Malala Yousafzai, nasce il 12 luglio 1997 a Mingora, in Pakistan. Quando era piccola, la sua cittadina era conosciuta soprattutto per i festival estivi e come attrazione turistica. Malala era felice, come le altre ragazze della sua età. Quando i talebani hanno preso il potere, le cose sono però cambiate. Soprattutto per le donne. Malala frequentava la scuola fondata dal padre, Ziauddin Yousafzai, ma dopo il cambio di regime il suo diritto allo studio è stato messo discussione e alle donne è stato vietato andare a scuola.

Lei non si voleva rassegnare. Nel settembre 2008 a Peshawar, ad appena 11 anni, sfidò apertamente quei talebani in cui non si riconosceva, con un celebre discorso: «Come possono portar via il mio basilare diritto ad un’educazione?», disse.
Colta da un’immediata, inaspettata popolarità, la giovanissima pakistana divenne a tutti gli effetti una corrispondente della BBC, l’emittente nazionale britannica, per la quale curava la redazione di un blog che documentava le condizioni di vita di bambini e adulti sotto il regime dei talebani.
Per nascondere la sua identità usava lo pseudonimo Gul Mukai, ma nel dicembre 2009 qualcuno ne svelò l’identità e il blog di Malala Yousafzai fu immediatamente oscurato.
Questo non le impedì di continuare la sua battaglia. Il suo attivismo le valse l’International Children’s Peace Prize nel 2011, ma attirò inevitabilmente la furia dei talebani e quando aveva già 15 anni, un giorno in cui si stava recando a scuola con due compagne, qualcuno le sparò alla testa. Malala fu ferita gravemente insieme alle altre due amiche. Ferita al cervello, venne salvata miracolosamente e trasferita in un ospedale di Birmingham, in Gran Bretagna, che si offrì di curarla gratuitamente.
Mentre lottava tra la vita e la morte, cominciò a circolare anche la lettera di un talebano destinata a lei in cui veniva avvisata che se fosse sopravvissuta ci avrebbero riprovato. Perché lei era diventata un simbolo degli infedeli e dell’oscenità.

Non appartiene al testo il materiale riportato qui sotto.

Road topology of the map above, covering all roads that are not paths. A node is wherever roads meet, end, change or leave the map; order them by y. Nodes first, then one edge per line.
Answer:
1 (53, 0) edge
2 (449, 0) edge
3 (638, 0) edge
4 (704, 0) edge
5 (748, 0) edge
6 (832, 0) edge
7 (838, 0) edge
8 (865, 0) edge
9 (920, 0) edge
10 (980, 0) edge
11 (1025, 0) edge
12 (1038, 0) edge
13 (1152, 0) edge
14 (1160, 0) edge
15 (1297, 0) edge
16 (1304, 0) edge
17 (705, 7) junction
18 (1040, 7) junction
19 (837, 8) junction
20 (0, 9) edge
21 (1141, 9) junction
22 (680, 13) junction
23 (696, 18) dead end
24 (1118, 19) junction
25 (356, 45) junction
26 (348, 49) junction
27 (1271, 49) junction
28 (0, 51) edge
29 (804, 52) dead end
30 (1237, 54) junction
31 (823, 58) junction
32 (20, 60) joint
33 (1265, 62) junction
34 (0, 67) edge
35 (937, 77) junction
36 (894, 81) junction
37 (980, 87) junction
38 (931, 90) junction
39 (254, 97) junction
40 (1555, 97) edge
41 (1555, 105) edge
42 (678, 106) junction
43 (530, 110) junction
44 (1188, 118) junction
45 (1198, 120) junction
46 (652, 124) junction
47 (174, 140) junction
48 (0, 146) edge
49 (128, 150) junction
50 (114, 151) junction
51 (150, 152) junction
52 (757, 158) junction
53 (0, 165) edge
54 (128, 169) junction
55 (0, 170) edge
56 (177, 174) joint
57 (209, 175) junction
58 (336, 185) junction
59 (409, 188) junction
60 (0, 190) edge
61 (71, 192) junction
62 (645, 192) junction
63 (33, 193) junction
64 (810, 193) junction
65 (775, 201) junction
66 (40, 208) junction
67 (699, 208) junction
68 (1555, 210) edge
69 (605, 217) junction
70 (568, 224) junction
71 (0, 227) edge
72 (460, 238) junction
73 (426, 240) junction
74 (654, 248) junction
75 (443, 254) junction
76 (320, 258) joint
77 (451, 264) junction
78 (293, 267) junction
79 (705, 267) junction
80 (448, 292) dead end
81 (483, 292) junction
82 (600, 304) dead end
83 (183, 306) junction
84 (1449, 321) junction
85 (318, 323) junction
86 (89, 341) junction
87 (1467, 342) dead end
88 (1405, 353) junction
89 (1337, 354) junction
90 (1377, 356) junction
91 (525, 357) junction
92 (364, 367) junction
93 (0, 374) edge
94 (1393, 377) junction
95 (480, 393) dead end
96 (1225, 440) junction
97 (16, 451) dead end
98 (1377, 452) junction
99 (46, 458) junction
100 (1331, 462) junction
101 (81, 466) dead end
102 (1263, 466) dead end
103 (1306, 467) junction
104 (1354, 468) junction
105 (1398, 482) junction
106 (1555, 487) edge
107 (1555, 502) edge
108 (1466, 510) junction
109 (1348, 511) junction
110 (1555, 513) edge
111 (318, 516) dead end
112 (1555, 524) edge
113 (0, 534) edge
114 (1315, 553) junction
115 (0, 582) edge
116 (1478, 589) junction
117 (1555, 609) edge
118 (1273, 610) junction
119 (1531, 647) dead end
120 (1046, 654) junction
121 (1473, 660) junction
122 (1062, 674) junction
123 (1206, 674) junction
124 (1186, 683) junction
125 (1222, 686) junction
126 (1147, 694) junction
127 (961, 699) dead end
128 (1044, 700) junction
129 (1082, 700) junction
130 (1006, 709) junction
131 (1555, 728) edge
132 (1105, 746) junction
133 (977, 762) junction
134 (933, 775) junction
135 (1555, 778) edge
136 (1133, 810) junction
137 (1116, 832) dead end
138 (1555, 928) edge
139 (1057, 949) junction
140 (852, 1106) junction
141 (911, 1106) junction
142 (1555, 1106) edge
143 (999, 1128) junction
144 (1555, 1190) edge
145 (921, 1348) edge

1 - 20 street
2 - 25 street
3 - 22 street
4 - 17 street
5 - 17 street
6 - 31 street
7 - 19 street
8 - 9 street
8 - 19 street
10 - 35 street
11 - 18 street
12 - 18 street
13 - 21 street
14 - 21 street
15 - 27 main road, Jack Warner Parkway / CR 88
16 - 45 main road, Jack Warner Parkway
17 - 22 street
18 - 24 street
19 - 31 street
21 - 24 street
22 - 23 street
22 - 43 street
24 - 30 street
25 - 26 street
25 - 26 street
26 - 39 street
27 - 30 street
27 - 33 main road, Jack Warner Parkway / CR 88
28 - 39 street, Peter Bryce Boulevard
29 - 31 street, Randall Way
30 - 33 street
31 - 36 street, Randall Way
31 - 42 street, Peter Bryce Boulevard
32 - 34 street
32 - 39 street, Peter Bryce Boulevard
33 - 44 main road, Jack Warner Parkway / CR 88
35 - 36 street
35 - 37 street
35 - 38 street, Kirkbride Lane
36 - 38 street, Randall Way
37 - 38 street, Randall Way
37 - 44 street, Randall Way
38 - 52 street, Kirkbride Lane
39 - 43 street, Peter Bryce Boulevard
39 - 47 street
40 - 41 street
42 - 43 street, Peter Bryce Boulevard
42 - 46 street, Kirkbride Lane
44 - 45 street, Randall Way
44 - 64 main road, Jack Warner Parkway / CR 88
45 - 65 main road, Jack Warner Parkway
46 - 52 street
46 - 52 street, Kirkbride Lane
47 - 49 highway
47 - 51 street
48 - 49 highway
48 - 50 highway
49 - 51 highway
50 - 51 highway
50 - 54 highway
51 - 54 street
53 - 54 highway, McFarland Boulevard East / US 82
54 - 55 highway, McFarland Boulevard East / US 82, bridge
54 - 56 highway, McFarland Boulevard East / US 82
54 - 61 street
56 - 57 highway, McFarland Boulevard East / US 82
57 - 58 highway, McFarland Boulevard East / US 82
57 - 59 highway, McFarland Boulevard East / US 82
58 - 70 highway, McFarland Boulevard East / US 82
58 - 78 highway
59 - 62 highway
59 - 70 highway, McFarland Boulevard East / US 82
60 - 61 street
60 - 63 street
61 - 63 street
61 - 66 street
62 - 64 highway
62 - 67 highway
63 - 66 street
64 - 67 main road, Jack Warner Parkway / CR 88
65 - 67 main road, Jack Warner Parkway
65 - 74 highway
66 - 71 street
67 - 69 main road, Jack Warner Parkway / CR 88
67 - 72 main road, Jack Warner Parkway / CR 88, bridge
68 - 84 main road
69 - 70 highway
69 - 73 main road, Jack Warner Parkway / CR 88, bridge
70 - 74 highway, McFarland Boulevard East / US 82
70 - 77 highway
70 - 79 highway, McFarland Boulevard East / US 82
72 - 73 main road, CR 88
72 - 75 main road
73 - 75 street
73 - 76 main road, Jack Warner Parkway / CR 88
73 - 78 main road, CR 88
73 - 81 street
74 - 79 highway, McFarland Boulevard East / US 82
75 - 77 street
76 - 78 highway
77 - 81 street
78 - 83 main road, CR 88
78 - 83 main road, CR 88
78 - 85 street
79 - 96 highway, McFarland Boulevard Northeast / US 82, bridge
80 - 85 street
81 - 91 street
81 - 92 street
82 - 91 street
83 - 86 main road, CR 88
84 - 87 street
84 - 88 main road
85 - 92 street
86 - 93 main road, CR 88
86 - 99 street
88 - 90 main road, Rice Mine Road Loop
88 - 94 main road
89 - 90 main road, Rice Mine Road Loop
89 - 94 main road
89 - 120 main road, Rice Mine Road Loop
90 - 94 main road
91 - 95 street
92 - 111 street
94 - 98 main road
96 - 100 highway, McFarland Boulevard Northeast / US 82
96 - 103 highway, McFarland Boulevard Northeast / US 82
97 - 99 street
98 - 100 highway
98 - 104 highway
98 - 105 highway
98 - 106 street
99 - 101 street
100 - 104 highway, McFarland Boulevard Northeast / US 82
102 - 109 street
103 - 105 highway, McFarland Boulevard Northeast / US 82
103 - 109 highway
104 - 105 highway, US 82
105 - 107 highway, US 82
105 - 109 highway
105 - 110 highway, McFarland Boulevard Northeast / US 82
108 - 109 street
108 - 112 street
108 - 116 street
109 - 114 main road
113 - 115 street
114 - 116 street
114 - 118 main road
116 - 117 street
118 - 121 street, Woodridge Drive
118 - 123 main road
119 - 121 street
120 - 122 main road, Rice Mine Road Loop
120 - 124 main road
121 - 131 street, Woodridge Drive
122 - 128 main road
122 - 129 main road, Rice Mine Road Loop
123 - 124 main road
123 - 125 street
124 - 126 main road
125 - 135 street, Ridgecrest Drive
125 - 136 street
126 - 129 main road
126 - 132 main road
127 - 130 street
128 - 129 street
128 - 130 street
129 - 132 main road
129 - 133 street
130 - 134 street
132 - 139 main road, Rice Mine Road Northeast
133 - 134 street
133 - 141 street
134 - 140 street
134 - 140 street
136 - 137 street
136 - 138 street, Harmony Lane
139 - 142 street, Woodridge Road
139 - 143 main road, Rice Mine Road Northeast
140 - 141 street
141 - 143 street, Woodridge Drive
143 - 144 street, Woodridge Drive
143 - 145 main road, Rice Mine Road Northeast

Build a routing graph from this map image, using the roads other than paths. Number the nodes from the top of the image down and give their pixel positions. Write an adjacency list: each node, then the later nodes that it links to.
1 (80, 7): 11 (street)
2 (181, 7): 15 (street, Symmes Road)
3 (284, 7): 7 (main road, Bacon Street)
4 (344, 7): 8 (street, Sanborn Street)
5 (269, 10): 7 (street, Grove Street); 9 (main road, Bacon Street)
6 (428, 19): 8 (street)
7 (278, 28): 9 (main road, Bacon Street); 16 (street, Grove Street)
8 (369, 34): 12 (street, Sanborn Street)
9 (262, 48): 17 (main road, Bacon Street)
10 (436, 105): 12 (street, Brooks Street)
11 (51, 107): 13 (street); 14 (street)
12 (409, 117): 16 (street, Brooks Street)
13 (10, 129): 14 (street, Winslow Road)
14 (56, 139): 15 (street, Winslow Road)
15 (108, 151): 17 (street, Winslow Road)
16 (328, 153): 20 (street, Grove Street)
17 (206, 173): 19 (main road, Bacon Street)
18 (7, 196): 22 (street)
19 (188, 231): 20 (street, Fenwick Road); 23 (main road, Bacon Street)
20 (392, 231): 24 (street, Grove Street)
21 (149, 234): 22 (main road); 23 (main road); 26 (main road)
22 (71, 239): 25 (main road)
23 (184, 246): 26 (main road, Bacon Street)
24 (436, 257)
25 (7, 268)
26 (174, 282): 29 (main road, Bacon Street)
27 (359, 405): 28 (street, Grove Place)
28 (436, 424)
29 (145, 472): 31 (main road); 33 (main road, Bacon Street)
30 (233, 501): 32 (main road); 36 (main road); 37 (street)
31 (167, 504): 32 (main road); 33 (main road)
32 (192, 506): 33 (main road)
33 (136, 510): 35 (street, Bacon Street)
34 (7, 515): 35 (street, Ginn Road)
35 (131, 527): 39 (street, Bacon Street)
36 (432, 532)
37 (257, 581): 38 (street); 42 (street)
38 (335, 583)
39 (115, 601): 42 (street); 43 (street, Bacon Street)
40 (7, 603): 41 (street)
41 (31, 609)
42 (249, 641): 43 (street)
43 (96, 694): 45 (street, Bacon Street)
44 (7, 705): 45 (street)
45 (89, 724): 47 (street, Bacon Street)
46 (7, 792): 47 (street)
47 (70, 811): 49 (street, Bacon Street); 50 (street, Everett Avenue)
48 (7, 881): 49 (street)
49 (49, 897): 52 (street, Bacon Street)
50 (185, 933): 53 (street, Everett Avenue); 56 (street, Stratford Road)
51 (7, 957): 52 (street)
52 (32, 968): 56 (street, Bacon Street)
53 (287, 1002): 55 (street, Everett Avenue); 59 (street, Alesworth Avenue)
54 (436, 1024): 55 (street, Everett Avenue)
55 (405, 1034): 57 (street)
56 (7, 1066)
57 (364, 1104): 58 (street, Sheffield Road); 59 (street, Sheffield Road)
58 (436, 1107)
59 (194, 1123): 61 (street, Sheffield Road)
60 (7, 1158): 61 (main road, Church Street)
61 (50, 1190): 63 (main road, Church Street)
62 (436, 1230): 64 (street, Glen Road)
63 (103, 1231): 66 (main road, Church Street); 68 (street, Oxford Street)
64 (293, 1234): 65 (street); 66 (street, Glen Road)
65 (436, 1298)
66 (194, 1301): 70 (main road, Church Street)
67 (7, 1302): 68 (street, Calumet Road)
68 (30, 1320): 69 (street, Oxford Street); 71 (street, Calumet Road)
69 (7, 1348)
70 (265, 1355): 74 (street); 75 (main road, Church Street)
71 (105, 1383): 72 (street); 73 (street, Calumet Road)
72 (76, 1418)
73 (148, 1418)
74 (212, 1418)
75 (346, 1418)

Malala si salvò e nel marzo 2013 poté tornare a scuola. Per nulla spaventata dalle minacce, il giorno del suo sedicesimo compleanno, alle Nazioni Unite, Malala tenne un memorabile, commovente discorso. Dichiarò che nessun bambino, nessun ragazzo avrebbe dovuto avere paura di andare a scuola. Di lì a poco uscì il suo libro verità: Io sono Malala.
La giovane attivista è stata poi premiata con il Nobel per la pace nel 2014, anche grazie a una petizione che aveva raccolto migliaia di firme in tutto il pianeta. Appena sedicenne, divenne la più giovane vincitrice della storia del prestigioso riconoscimento. Per questo motivo, attraverso la sua fondazione, il giorno del suo diciottesimo compleanno lo ha festeggiato con l’apertura di una scuola per rifugiati siriani in Libano: «Chiedo ai leader mondiali di investire in libri, non in pallottole», dichiarò in quella occasione.
Nel 2017, ad aprile, Malala è diventata messaggero di pace delle Nazioni Unite con l’incarico di promuovere l’educazione femminile. Invece di cancellarla, i talebani hanno fatto di lei la più forte cassa di risonanza dei loro soprusi. Trovare il coraggio di opporsi ad un terribile regime fondamentalista, di battersi per il rispetto di diritti basilari dell’umanità non è affatto scontato. Malala, poco più che bambina, non ha mai abbassato la testa di fronte a minacce e soprusi. La sua storia è un esempio per tutti. Ma la battaglia non è ancora vinta.